Malaria Locations in Africa

QUESTION:

Where in Africa is malaria mainly found?

ANSWER:

The distribution of malaria is constrained by two main factors: temperature and the presence of suitable mosquito hosts. These mosquitoes also depend on certain climatic conditions for their development, namely warm temperatures and sufficient rainfall to produce stagnant water, required by mosquito larvae. As such, although most of Africa lies within latitudes that would normally produce warm enough temperatures for at least seasonal transmission of malaria, in fact the disease is not found everywhere.

spatial distribution Plasmodium falciparum malaria Africa
Spatial distribution of Plasmodium falciparum malaria in Africa.

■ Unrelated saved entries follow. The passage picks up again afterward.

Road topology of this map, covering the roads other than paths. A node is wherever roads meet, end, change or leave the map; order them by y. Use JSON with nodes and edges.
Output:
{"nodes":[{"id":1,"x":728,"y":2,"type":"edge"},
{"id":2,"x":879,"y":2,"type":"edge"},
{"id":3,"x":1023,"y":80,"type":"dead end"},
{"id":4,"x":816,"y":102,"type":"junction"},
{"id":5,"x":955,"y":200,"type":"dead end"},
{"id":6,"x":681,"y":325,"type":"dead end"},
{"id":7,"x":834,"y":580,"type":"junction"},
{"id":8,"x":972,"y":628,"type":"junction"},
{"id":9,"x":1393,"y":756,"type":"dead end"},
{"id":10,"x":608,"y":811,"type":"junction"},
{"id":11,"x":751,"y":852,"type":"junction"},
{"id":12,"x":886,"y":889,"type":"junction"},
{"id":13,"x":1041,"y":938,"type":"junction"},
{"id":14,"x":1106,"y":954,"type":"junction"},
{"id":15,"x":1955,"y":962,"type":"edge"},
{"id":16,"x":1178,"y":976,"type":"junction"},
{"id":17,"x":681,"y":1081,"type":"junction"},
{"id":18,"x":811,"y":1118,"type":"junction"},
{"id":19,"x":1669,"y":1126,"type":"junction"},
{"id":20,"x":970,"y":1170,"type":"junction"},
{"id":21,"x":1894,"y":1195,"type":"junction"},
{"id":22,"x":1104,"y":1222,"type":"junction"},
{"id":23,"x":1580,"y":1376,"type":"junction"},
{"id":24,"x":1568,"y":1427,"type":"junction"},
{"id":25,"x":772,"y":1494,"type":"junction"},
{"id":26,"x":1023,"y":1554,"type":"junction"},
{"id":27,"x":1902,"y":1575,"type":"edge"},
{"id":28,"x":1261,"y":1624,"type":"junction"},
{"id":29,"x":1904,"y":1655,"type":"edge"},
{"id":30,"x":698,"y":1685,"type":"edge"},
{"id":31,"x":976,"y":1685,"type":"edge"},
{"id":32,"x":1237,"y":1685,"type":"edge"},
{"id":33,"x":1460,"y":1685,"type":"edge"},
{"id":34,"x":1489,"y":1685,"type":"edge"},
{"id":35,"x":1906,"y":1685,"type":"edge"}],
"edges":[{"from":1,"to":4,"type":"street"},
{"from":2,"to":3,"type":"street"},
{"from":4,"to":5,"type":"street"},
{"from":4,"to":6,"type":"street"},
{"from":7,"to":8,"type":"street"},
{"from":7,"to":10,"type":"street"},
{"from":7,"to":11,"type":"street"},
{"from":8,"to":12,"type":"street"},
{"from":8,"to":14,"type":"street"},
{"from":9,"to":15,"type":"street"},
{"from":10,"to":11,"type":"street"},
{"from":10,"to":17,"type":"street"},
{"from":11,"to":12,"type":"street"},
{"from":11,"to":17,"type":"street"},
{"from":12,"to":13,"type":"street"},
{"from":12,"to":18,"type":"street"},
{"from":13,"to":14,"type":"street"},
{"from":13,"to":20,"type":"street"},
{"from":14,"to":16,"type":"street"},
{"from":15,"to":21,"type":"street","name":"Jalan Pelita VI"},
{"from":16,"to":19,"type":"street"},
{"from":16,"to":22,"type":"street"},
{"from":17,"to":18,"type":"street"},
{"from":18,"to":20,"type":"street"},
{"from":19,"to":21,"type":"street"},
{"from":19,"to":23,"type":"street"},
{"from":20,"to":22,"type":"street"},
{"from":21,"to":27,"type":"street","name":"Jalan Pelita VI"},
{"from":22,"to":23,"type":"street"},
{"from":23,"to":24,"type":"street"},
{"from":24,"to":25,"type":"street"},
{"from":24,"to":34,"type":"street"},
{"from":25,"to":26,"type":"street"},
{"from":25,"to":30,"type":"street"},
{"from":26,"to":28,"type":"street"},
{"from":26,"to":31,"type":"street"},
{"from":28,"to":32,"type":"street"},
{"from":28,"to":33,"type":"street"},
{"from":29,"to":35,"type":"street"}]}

From Hay et al., 2009, “A world malaria map: Plasmodium falciparum endemicity in 2007”, PLoS Medicine 6(3)

Winters in the Mediterranean region and most of the Cape are too cold for malaria, and in these areas, control interventions have largely eliminated the risk of summer sporadic transmission. Similarly, at high elevations, temperatures are too low for the development of the parasite and/or the mosquito vector. For this reason, places such as central Zimbabwe, the high plateau of Ethiopia and even large cities like Nairobi are relatively malaria-free. Finally, the Sahara and Kalahari desert regions are too dry – there is insufficient moisture for the survival of the mosquito vectors.

Based on these factors, the hotspots for malaria transmission in Africa lie in lowland areas with moderate to high rainfall. The map above shows the distribution of Plasmodium falciparum, the most severe and deadly form of the disease.